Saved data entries

☆ ☆ ☆ ☆ ☆

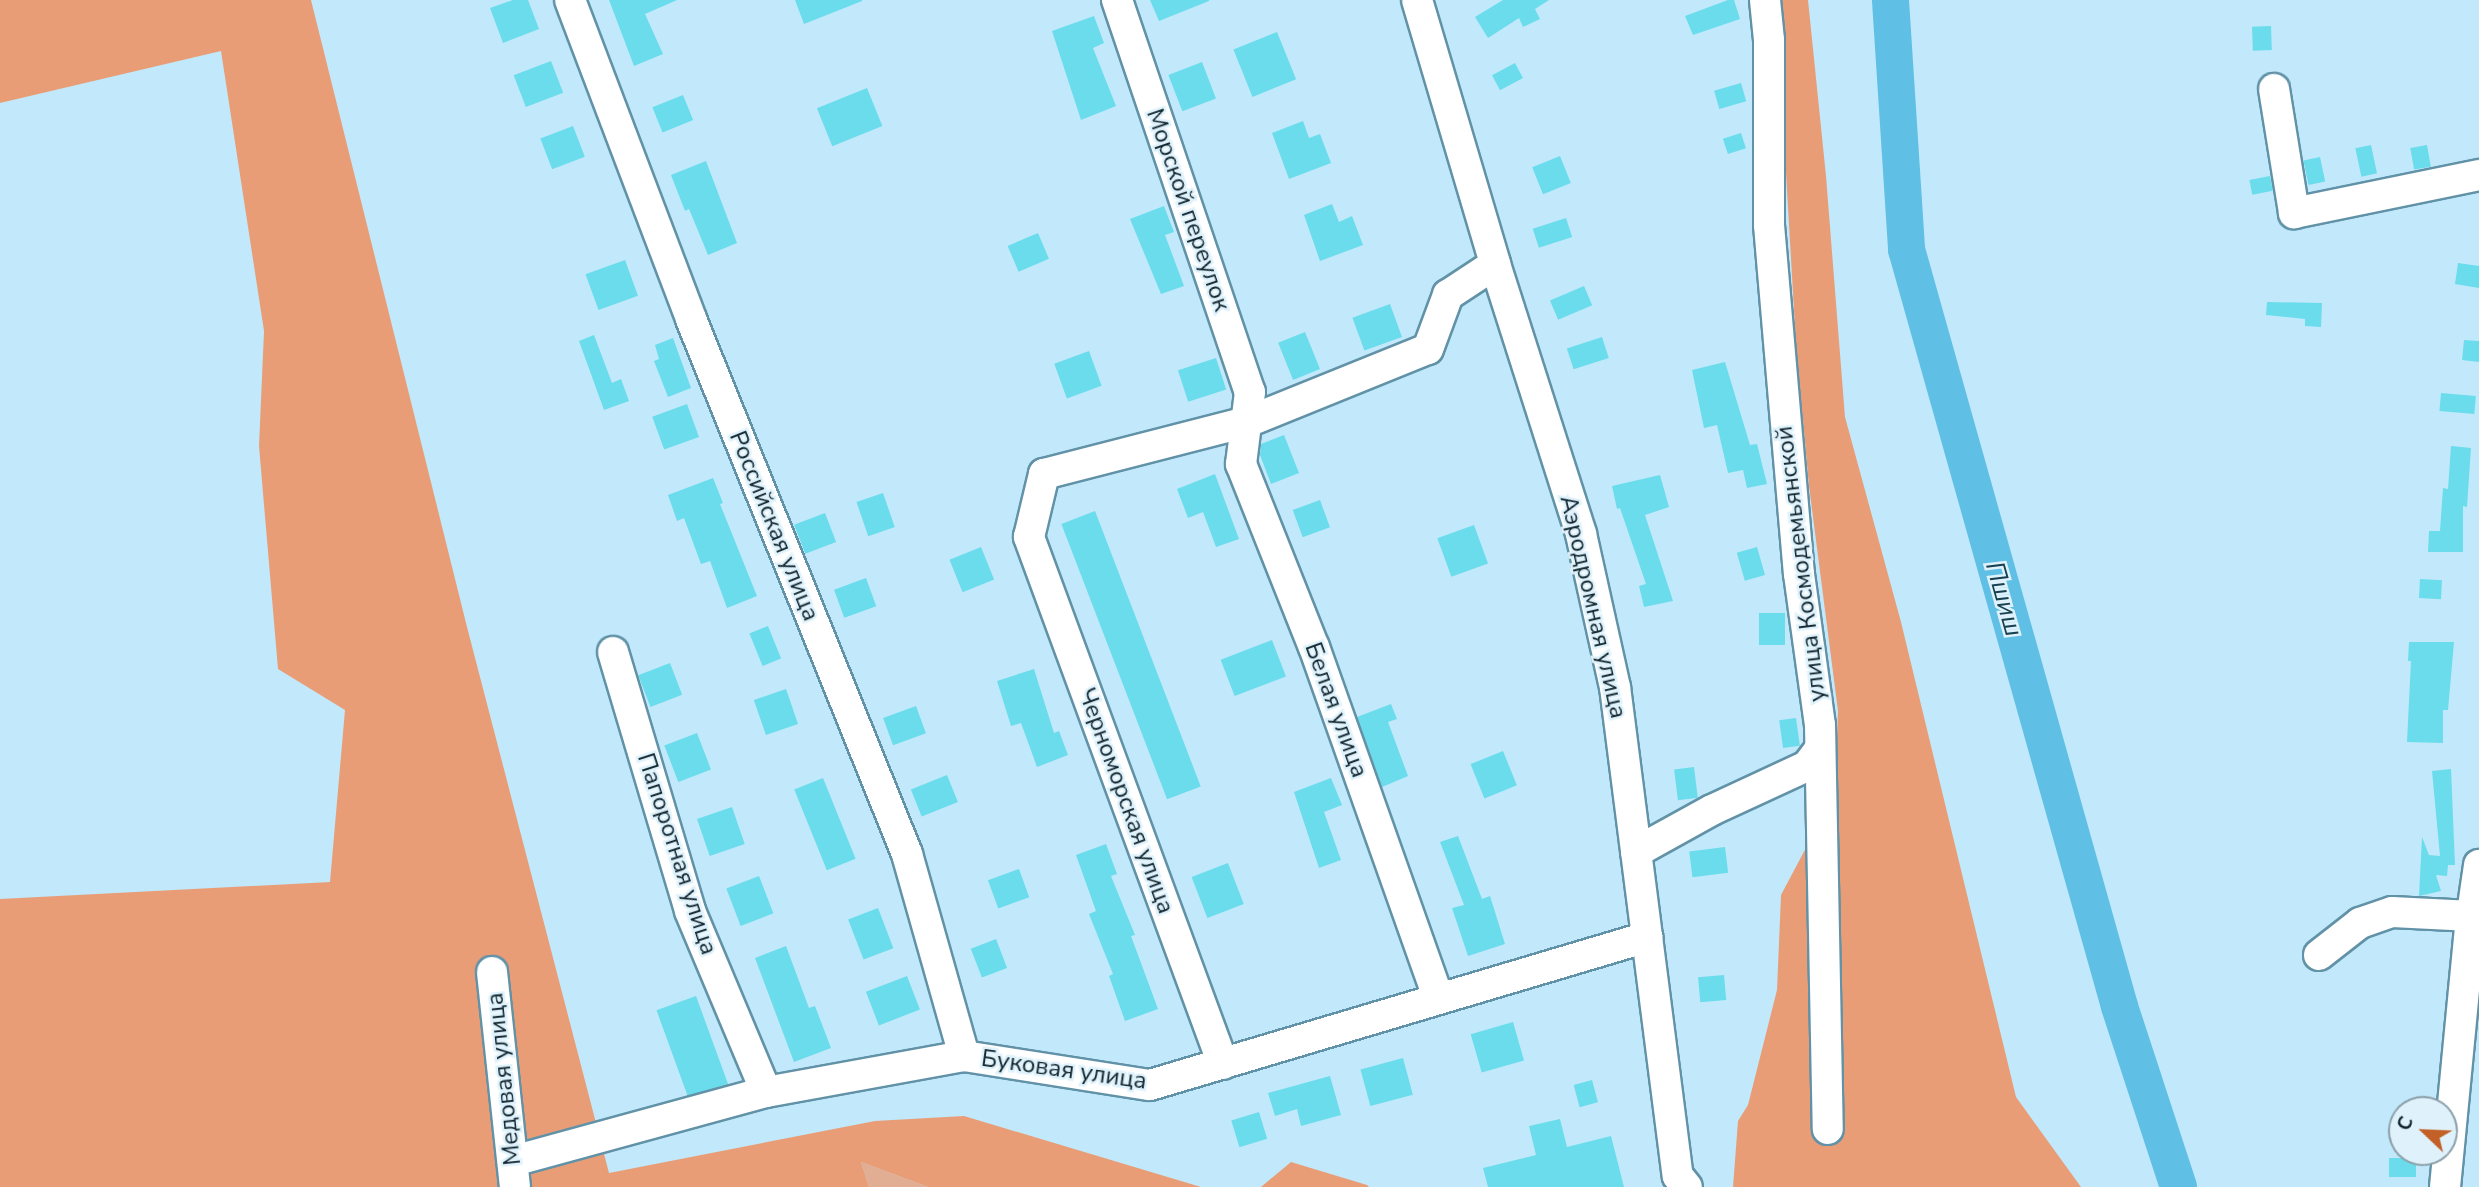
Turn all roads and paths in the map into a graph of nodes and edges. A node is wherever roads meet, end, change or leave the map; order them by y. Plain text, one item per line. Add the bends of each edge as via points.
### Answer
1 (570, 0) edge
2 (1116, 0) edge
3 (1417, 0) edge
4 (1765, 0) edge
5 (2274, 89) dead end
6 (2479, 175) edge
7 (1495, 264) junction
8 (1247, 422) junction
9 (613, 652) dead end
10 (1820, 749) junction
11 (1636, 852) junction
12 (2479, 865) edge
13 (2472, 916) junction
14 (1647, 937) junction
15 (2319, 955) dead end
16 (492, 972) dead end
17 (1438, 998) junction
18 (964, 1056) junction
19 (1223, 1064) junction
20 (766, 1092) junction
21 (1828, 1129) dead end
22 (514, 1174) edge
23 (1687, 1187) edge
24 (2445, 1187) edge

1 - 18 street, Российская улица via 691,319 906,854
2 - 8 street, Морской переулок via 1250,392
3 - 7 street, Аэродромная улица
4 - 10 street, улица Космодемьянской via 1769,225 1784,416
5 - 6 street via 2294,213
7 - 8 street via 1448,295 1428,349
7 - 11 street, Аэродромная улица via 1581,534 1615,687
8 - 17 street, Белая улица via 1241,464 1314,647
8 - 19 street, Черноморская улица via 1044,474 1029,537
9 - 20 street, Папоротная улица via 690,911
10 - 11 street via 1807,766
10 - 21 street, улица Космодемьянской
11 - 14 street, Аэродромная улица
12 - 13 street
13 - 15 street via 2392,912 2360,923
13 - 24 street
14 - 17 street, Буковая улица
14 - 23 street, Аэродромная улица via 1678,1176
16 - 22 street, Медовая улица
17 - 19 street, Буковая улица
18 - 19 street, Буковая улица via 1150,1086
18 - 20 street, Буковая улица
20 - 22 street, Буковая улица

☆ ☆ ☆ ☆ ☆

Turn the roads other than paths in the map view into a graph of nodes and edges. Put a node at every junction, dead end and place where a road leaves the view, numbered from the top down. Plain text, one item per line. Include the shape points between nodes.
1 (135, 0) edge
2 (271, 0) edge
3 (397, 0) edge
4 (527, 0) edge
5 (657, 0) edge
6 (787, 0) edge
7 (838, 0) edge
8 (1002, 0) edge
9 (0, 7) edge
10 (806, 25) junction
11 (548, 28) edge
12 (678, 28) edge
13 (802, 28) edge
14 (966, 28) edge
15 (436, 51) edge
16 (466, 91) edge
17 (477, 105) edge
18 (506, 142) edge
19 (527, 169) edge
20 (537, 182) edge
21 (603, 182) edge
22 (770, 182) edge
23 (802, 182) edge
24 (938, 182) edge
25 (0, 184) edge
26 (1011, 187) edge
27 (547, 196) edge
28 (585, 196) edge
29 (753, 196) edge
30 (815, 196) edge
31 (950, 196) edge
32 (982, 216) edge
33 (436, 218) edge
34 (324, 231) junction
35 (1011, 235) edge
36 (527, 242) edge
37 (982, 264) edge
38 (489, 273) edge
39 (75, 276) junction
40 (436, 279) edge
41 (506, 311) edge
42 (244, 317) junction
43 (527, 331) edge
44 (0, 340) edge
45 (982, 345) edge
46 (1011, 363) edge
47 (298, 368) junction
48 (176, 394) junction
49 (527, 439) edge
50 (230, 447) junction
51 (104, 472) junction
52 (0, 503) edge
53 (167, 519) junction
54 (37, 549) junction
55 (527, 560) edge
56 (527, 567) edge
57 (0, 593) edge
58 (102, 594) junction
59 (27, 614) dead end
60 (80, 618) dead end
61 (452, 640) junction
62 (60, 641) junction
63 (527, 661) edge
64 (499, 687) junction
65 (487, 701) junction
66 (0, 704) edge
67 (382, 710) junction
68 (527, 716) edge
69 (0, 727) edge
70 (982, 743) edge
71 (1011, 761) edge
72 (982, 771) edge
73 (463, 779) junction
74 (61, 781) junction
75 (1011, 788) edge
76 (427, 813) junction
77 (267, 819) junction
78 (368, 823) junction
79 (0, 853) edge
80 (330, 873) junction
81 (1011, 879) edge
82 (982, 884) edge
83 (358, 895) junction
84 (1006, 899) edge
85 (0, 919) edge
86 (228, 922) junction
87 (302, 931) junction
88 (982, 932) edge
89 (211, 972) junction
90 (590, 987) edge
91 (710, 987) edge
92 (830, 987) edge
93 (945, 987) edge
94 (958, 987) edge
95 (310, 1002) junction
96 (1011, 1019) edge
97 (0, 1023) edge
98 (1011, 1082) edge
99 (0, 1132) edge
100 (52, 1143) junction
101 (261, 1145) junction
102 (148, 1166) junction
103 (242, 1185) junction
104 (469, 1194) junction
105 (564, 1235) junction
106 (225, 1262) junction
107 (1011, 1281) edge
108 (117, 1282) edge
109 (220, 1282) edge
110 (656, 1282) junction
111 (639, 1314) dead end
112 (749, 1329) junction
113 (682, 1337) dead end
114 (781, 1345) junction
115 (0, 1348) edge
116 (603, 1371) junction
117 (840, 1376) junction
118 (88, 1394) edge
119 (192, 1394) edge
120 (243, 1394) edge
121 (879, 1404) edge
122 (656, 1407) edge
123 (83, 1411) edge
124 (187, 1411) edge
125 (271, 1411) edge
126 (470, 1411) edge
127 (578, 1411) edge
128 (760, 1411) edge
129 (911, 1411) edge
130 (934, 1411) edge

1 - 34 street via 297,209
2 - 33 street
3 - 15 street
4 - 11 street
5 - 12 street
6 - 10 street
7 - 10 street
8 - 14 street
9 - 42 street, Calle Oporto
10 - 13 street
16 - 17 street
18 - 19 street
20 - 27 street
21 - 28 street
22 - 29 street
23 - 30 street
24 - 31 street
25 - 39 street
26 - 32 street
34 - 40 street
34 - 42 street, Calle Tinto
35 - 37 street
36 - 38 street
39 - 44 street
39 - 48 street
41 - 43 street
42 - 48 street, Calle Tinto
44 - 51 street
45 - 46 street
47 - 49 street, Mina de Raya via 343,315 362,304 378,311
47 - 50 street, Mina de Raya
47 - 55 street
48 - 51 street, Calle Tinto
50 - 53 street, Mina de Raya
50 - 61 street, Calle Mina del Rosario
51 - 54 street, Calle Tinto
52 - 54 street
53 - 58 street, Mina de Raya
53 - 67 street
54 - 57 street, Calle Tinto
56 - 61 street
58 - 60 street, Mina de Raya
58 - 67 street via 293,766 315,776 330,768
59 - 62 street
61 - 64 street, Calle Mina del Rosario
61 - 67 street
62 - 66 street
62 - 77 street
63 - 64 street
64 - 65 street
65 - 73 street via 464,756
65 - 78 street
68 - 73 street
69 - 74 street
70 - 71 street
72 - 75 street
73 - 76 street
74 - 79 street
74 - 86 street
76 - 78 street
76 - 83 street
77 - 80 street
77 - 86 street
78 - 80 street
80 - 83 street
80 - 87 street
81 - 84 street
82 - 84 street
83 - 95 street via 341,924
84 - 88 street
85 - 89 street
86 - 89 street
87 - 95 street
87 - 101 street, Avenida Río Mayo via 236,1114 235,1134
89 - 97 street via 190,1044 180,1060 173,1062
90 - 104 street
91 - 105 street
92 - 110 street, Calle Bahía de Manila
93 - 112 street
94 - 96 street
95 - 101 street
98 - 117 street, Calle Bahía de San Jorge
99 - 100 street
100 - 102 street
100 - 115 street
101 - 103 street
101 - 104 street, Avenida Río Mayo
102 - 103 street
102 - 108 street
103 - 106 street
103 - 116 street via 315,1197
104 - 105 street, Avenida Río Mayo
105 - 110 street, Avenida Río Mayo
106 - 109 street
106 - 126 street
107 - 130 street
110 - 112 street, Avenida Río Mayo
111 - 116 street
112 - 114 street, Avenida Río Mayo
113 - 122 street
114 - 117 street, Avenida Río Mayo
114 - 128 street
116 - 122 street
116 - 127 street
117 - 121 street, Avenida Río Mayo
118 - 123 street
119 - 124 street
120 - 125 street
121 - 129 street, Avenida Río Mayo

☆ ☆ ☆ ☆ ☆

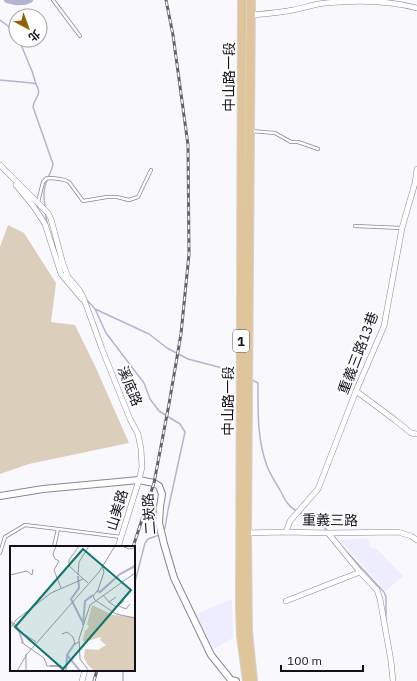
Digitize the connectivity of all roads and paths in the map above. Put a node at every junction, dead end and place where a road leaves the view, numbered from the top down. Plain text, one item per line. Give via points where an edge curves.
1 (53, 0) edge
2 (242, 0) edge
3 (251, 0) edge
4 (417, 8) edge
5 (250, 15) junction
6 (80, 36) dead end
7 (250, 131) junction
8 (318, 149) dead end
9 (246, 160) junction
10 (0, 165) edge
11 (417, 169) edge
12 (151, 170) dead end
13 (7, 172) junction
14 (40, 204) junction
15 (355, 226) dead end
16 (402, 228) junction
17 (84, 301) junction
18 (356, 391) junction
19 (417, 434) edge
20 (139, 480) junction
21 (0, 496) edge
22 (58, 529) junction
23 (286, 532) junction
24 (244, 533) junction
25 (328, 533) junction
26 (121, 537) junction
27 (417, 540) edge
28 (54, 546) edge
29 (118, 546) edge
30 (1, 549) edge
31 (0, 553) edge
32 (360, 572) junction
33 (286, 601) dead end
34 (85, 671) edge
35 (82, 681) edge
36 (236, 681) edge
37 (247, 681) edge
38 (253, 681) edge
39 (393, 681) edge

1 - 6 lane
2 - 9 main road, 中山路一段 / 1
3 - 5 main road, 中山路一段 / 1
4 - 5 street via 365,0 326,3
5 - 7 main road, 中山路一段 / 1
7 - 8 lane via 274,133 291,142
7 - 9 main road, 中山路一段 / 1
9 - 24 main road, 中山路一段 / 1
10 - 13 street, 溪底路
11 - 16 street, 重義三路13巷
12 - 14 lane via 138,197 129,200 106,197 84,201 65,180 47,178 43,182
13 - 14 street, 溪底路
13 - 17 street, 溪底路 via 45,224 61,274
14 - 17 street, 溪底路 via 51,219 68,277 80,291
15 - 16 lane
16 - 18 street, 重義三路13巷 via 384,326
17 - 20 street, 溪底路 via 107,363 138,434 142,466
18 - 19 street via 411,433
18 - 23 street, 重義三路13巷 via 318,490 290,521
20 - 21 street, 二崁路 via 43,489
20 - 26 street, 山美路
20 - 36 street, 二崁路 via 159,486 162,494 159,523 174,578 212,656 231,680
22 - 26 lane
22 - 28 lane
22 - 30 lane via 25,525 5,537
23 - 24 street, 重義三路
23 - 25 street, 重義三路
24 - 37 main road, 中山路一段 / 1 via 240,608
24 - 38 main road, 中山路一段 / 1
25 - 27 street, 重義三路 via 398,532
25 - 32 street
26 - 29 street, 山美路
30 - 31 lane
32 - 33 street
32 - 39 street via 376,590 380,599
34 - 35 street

☆ ☆ ☆ ☆ ☆

Work task:
A single figure is required: the number of lines in the data above in which the word "Аэродромная" appears.

Task solution:
4